With all images omitted, write out the records word for word.
Supplied records below:
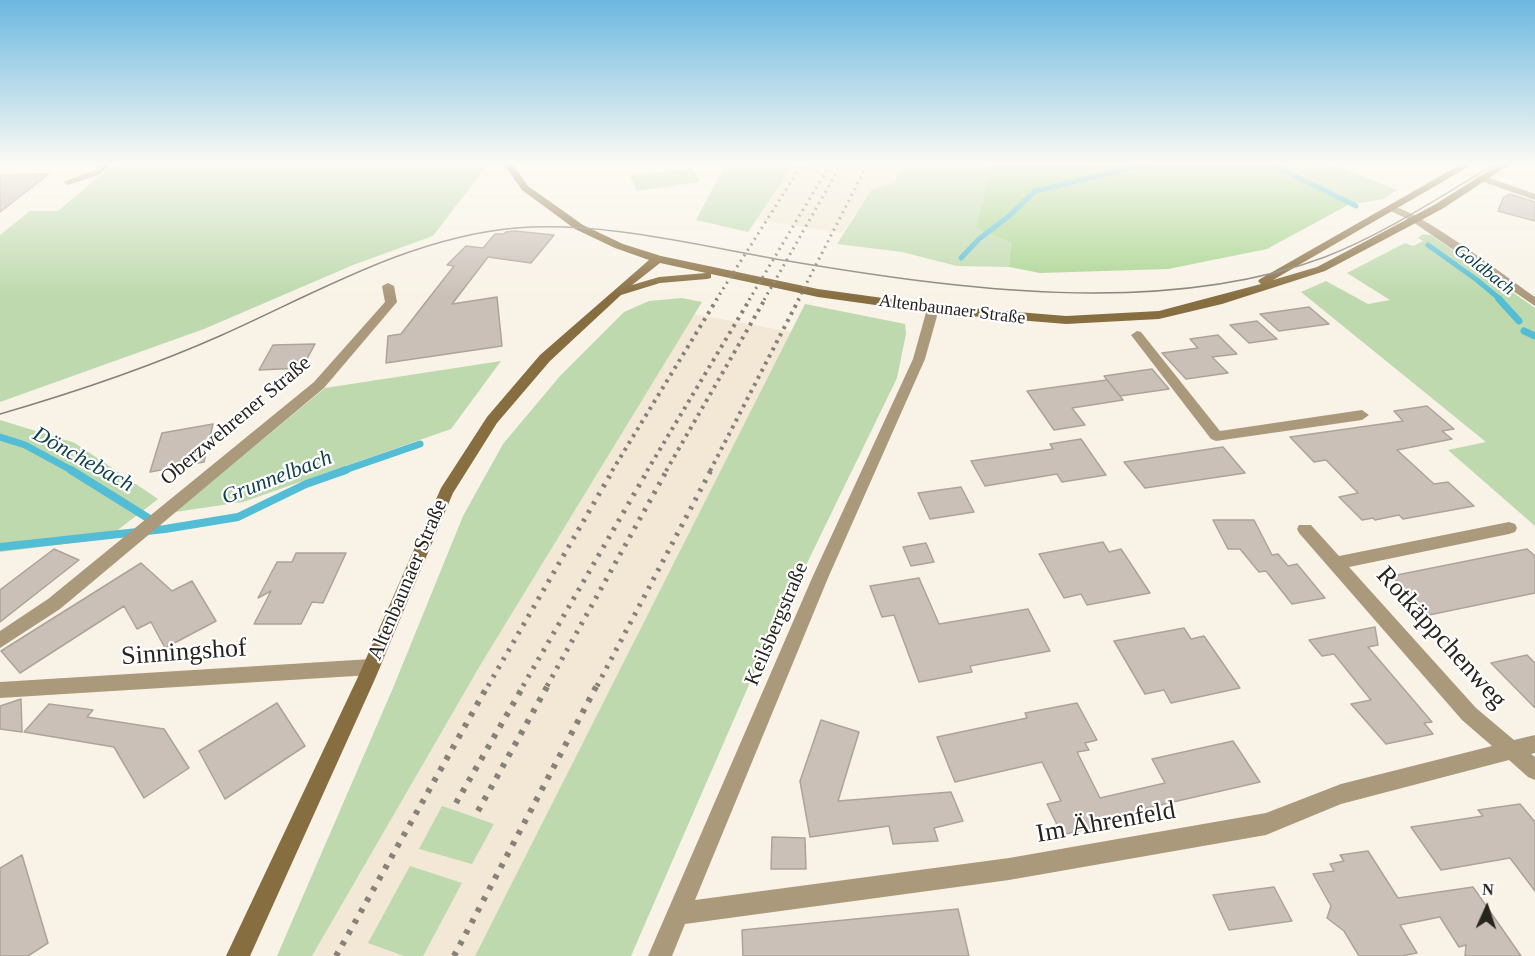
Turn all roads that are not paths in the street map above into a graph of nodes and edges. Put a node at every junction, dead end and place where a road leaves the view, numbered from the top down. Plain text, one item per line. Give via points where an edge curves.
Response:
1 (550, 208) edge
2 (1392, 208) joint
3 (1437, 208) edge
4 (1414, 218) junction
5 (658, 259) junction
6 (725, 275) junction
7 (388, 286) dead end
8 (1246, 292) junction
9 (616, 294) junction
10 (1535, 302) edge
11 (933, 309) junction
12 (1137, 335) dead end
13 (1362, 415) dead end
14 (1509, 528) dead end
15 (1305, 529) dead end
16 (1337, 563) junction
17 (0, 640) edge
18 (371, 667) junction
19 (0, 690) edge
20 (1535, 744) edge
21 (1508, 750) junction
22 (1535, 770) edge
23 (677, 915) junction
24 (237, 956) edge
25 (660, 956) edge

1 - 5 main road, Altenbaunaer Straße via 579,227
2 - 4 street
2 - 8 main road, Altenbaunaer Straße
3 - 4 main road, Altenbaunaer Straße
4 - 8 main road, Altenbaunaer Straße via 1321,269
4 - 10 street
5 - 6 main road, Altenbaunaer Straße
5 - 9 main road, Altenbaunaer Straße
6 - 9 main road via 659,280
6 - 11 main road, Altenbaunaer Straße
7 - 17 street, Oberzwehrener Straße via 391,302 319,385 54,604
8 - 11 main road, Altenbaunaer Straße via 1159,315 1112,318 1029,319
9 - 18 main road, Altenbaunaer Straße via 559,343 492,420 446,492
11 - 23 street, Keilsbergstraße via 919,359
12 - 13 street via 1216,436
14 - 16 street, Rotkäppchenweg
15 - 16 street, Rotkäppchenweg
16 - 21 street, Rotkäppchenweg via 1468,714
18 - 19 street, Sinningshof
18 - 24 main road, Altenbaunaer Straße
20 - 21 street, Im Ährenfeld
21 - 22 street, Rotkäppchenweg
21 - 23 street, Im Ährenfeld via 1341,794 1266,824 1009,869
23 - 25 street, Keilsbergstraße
End of Supplied records.
Solution below:
Turn all roads that are not paths in the street map above into a graph of nodes and edges. Put a node at every junction, dead end and place where a road leaves the view, numbered from the top down. Plain text, one item per line. Give via points where an edge curves.
Response:
1 (550, 208) edge
2 (1392, 208) joint
3 (1437, 208) edge
4 (1414, 218) junction
5 (658, 259) junction
6 (725, 275) junction
7 (388, 286) dead end
8 (1246, 292) junction
9 (616, 294) junction
10 (1535, 302) edge
11 (933, 309) junction
12 (1137, 335) dead end
13 (1362, 415) dead end
14 (1509, 528) dead end
15 (1305, 529) dead end
16 (1337, 563) junction
17 (0, 640) edge
18 (371, 667) junction
19 (0, 690) edge
20 (1535, 744) edge
21 (1508, 750) junction
22 (1535, 770) edge
23 (677, 915) junction
24 (237, 956) edge
25 (660, 956) edge

1 - 5 main road, Altenbaunaer Straße via 579,227
2 - 4 street
2 - 8 main road, Altenbaunaer Straße
3 - 4 main road, Altenbaunaer Straße
4 - 8 main road, Altenbaunaer Straße via 1321,269
4 - 10 street
5 - 6 main road, Altenbaunaer Straße
5 - 9 main road, Altenbaunaer Straße
6 - 9 main road via 659,280
6 - 11 main road, Altenbaunaer Straße
7 - 17 street, Oberzwehrener Straße via 391,302 319,385 54,604
8 - 11 main road, Altenbaunaer Straße via 1159,315 1112,318 1029,319
9 - 18 main road, Altenbaunaer Straße via 559,343 492,420 446,492
11 - 23 street, Keilsbergstraße via 919,359
12 - 13 street via 1216,436
14 - 16 street, Rotkäppchenweg
15 - 16 street, Rotkäppchenweg
16 - 21 street, Rotkäppchenweg via 1468,714
18 - 19 street, Sinningshof
18 - 24 main road, Altenbaunaer Straße
20 - 21 street, Im Ährenfeld
21 - 22 street, Rotkäppchenweg
21 - 23 street, Im Ährenfeld via 1341,794 1266,824 1009,869
23 - 25 street, Keilsbergstraße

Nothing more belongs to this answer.